When your marriage involves a move, you should complete IRS Form 8822, Change of Address. You can find this form on the IRS Web site at www.irs.gov or you can request a copy by calling (800) 829-3676. Be sure to notify the U.S. Postal Service as well.

Newlyweds should also submit new W-4 forms with their employers to ensure that withholding from their paychecks reflects their new marital status.

Filing status

Whether you got married on Jan. 1, Dec. 31 or anytime in between, as far as the IRS is concerned, you've been married all year and must file as a married taxpayer. You need to consider whether filing jointly or separately is better for your personal financial situation.

Filing options

Choosing the best filing status is a major tax decision for newlyweds. When you file jointly, you combine your income, deductions, and credits, all on one income tax form. Generally — but not always — filing a joint return results in the lowest tax bill. Keep in mind that when you file a joint return, each spouse is personally liable for everything on the return.

Filing separately may be a better choice if one spouse has high medical expenses or miscellaneous itemized deductions. Since in both cases you can only deduct expenses in excess of a specific threshold (7.5 percent of adjusted gross income for medical expenses and 2 percent for miscellaneous deductions), your combined income on a joint return could make it more difficult to qualify.

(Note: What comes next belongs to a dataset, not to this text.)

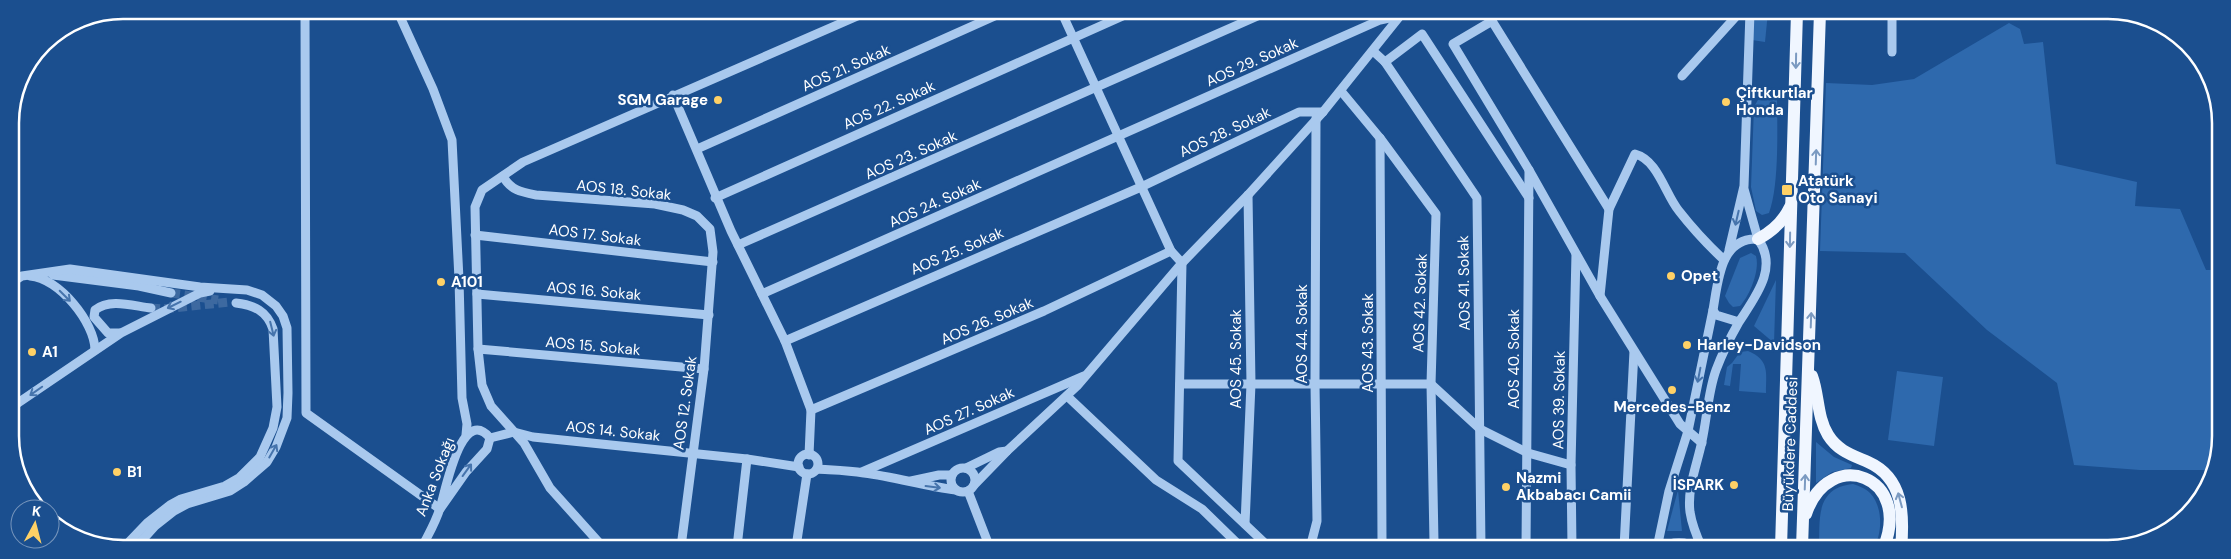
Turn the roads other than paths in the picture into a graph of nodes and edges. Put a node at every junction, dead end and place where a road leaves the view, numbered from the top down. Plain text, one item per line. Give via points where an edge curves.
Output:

On the other hand, keep in mind that some tax credits and deductions are reduced or eliminated for married couples filing separately. For example, separate filers can't take advantage of education tax credits or deduct student loan interest. Figuring your taxes both ways is the best way to determine which filing status results in the lowest tax bill.

Tax brackets

Be prepared. If you're married and plan to file jointly, it's possible that you will be in a higher tax bracket based on you and your spouse's combined income. For a married couple filing jointly in 2006, the rate on taxable income between $61,300 and $123,700 is 25 percent.

IRA deductions

A newly married taxpayer who was able to deduct IRA contributions as a single filer may find that he/she no longer qualifies. If your new spouse is covered by a retirement plan at work, you may be entitled to only a partial deduction or no deduction at all. Your ability to claim a deduction is determined by your filing status, your combined adjusted gross income, and whether or not your spouse is covered by a qualified employer plan.

CPA advice

Keep in mind that as you face new financial and tax challenges together as a married couple, a CPA can help you prepare for a lifetime of effective tax planning. Make an appointment now while you have time to implement tax-saving strategies for 2006.

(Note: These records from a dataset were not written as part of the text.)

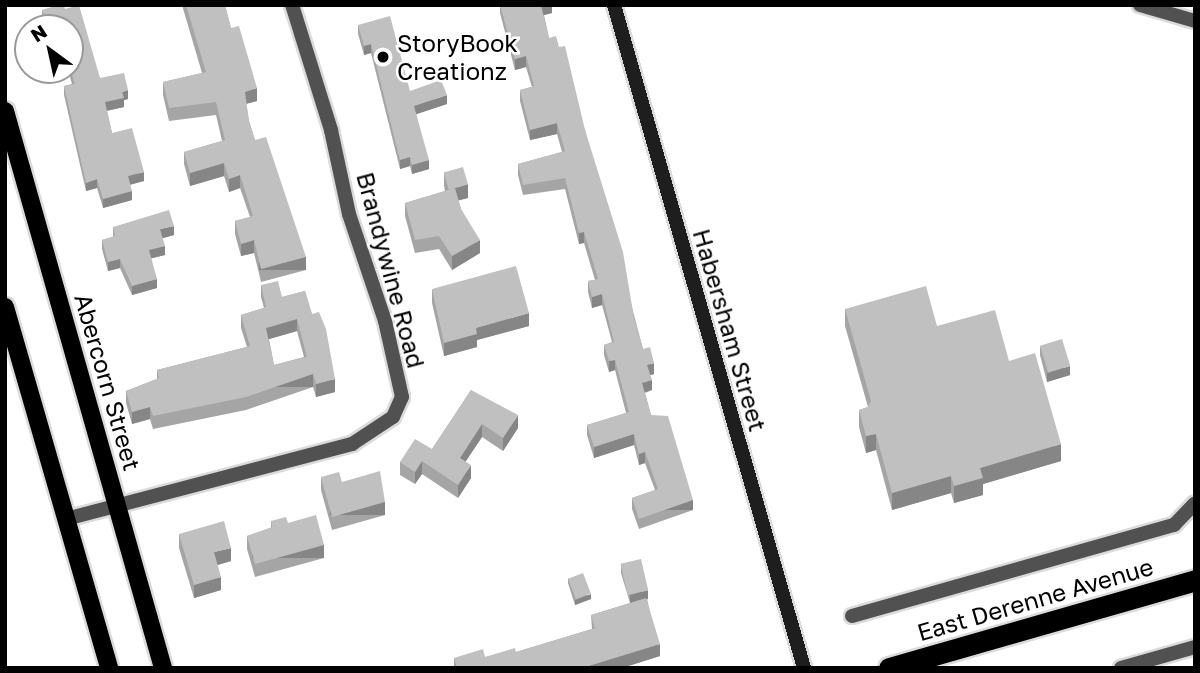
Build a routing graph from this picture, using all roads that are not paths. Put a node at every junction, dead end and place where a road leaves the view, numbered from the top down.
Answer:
1 (292, 5) edge
2 (614, 5) edge
3 (1140, 5) edge
4 (1195, 20) edge
5 (5, 111) edge
6 (5, 307) edge
7 (1195, 503) edge
8 (118, 505) junction
9 (66, 519) junction
10 (1195, 580) edge
11 (852, 617) dead end
12 (1195, 647) edge
13 (108, 668) edge
14 (163, 668) edge
15 (804, 668) edge
16 (889, 668) edge
17 (1121, 668) edge

1 - 8 street, Brandywine Road
2 - 15 street, Habersham Street
3 - 4 street
5 - 8 main road, Abercorn Street
6 - 9 main road
7 - 11 street
8 - 9 street, Brandywine Road
8 - 14 main road, Abercorn Street
9 - 13 main road
10 - 16 highway, East Derenne Avenue
12 - 17 street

Only CPAs are equipped to address your full range of financial needs with integrity and insight. In Maryland, CPAs must pass a rigorous two-day examination, adhere to strict ethical and professional standards, and, beyond college, complete 80 hours of continuing education every two years to be certified by the state — accountants do not.

Your doctor is certified; your lawyer is certified. Make sure your accountant is a certified public accountant.

For CPA referrals in your area, contact the MACPA at (410) 296-6250 or click here.

The Maryland Association of Certified Public Accountants (MACPA) is a statewide professional association that provides leadership, information and services for its nearly 10,000 CPA members, who are employed in private practice, industry, government and education. CPAs are business and financial professionals who have passed a rigorous two-day examination in order to be licensed by the state. CPAs are committed to protecting the public interest, and must adhere to stringent ethical and professional standards and continuing professional education requirements.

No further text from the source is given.